Using the listing below, report all lines holding the word "nodes".

§ Records for processing:
----
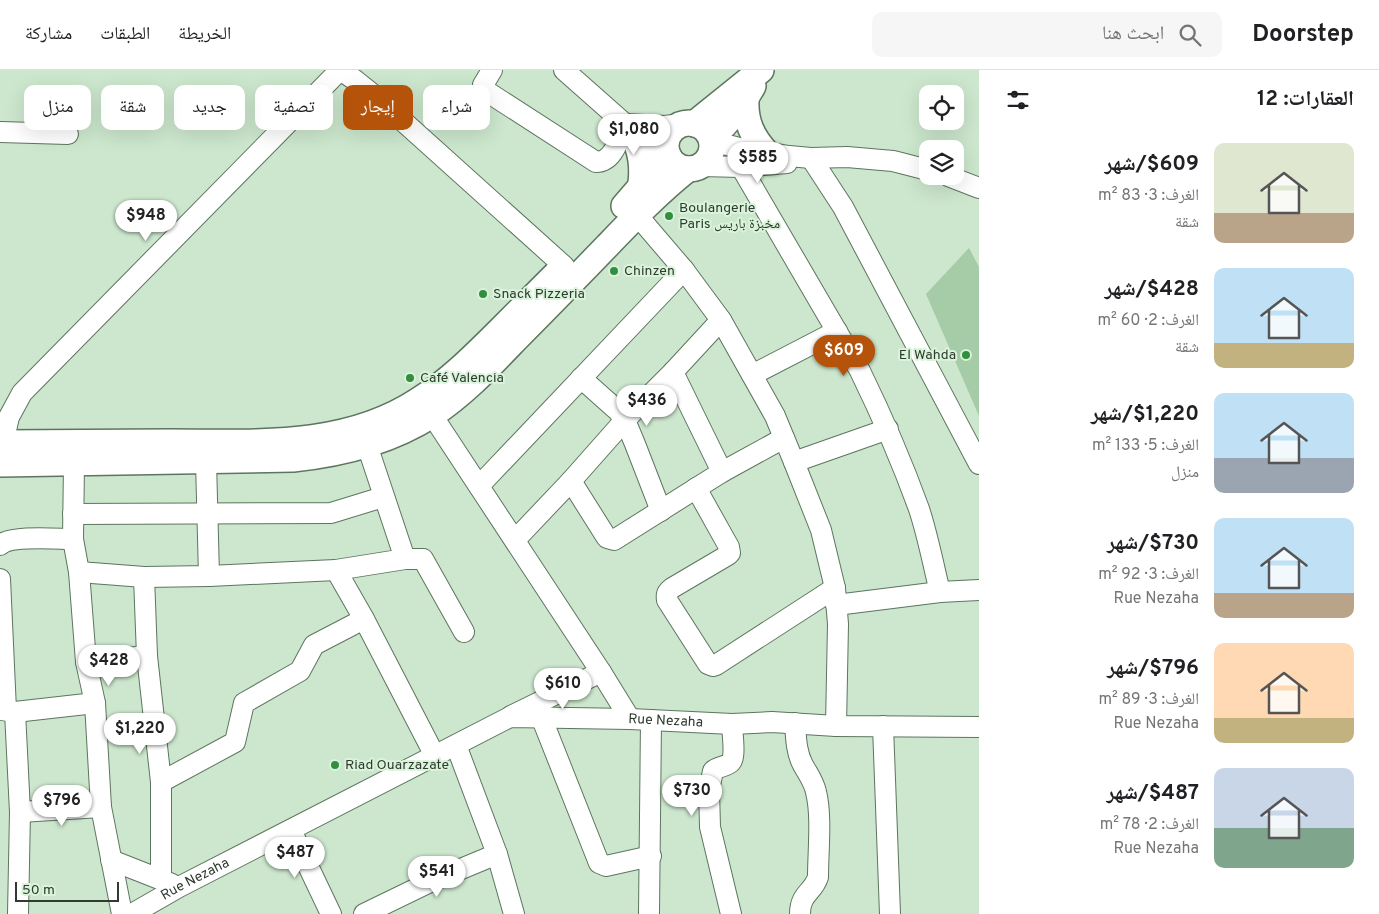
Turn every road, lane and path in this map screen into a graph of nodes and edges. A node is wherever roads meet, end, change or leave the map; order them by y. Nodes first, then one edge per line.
----
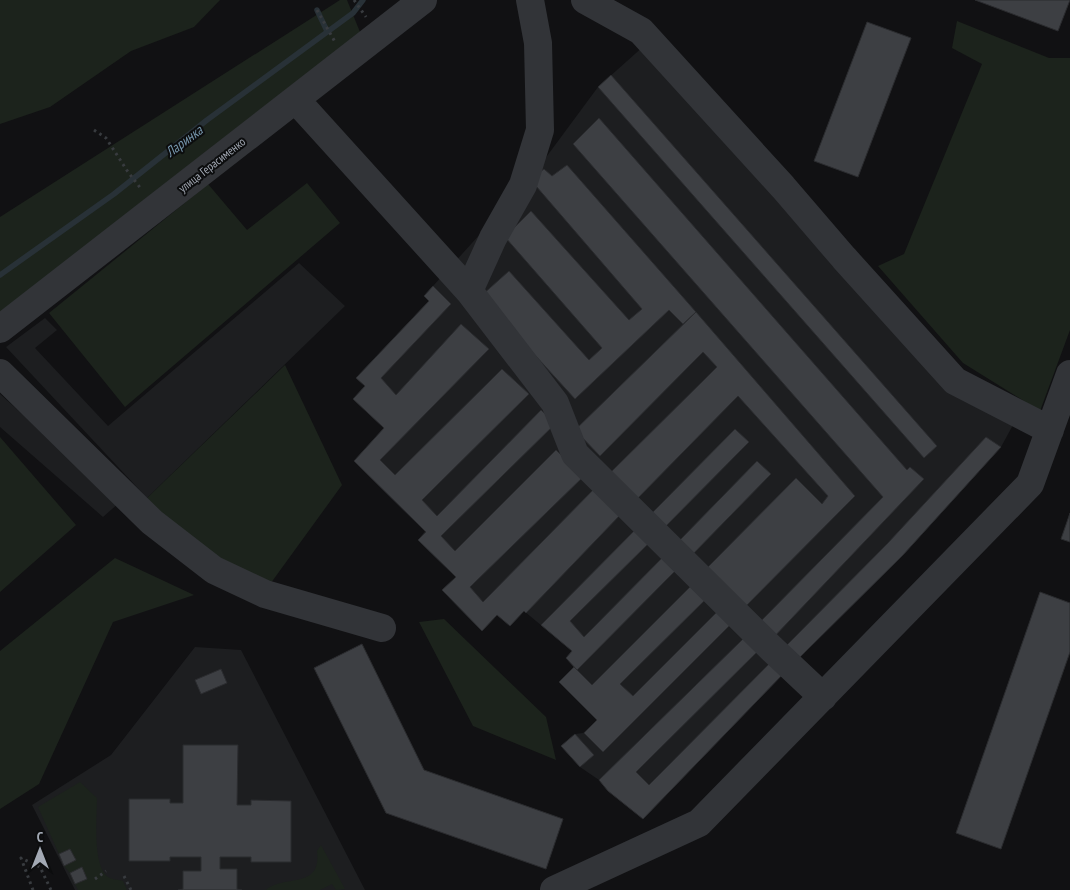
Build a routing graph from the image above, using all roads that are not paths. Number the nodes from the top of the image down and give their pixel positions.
----
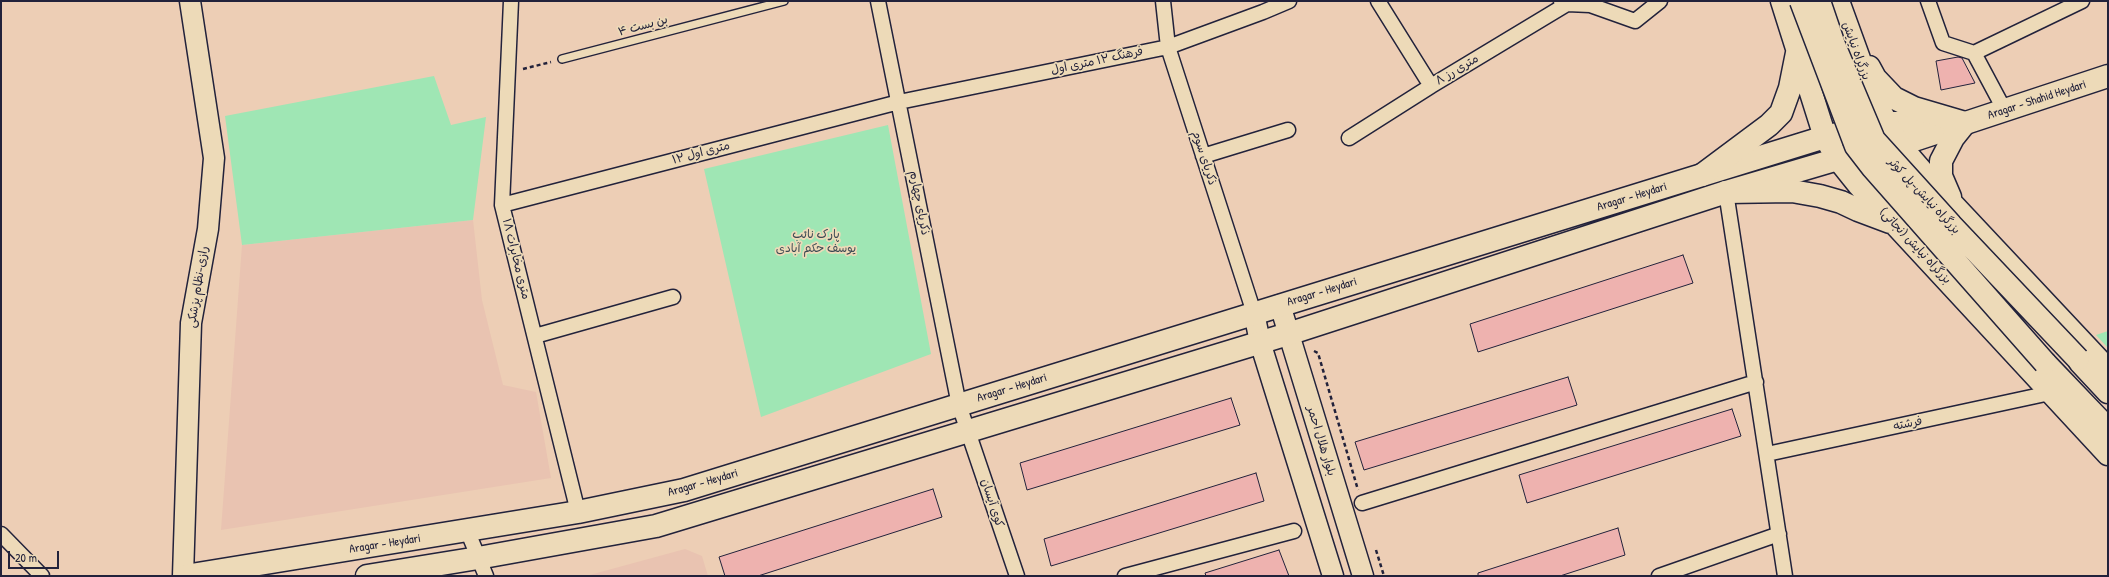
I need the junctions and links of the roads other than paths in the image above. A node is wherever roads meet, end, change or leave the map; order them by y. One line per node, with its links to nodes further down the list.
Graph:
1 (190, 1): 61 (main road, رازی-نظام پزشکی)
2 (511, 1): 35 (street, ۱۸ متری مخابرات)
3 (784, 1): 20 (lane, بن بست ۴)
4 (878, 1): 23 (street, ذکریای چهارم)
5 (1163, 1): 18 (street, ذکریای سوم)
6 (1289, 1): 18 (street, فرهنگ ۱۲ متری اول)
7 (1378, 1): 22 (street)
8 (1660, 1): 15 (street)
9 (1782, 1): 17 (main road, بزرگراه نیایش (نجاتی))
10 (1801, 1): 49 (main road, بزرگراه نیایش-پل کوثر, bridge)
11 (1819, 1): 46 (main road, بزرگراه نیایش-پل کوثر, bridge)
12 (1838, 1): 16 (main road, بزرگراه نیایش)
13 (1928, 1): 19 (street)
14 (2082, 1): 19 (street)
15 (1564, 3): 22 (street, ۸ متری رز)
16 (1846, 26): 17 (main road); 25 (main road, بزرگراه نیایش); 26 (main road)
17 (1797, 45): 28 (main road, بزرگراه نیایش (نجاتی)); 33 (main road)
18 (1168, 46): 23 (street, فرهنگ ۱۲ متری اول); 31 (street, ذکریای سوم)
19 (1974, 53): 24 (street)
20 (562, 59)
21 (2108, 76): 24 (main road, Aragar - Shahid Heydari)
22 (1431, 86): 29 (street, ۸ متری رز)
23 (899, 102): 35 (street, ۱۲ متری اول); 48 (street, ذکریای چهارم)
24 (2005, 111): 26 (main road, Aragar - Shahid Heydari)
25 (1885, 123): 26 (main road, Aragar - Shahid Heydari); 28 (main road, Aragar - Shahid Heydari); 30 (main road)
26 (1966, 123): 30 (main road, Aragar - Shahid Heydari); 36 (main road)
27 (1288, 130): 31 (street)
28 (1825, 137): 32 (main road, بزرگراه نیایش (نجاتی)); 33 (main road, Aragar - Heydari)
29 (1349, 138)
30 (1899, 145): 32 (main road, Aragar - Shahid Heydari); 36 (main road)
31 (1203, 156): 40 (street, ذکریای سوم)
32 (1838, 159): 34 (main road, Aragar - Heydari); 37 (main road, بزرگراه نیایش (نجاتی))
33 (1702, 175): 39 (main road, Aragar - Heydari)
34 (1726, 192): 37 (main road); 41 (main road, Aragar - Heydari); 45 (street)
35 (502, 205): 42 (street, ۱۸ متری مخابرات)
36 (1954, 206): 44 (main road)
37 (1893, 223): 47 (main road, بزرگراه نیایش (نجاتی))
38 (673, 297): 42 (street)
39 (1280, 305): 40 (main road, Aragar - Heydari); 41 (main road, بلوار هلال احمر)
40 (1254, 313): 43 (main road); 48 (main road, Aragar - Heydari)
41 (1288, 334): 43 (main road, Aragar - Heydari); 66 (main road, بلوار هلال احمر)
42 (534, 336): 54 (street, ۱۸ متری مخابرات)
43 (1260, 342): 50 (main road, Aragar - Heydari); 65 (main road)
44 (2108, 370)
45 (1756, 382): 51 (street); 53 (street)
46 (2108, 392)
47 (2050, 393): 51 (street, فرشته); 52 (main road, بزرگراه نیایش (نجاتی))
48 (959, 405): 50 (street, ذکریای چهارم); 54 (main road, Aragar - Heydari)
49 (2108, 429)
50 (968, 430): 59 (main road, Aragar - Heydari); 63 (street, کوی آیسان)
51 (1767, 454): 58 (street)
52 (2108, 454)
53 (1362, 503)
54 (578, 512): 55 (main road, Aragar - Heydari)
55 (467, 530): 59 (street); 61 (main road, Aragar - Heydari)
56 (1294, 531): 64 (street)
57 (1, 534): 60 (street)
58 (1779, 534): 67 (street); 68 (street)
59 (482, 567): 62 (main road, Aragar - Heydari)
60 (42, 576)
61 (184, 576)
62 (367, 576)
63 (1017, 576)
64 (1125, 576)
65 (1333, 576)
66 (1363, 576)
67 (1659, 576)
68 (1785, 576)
----
§ Task output:
Turn every road, lane and path in this map screen into a graph of nodes and edges. A node is wherever roads meet, end, change or leave the map; order them by y. Nodes first, then one edge per line.
Build a routing graph from the image above, using all roads that are not paths. Number the nodes from the top of the image down and give their pixel positions.
I need the junctions and links of the roads other than paths in the image above. A node is wherever roads meet, end, change or leave the map; order them by y. One line per node, with its links to nodes further down the list.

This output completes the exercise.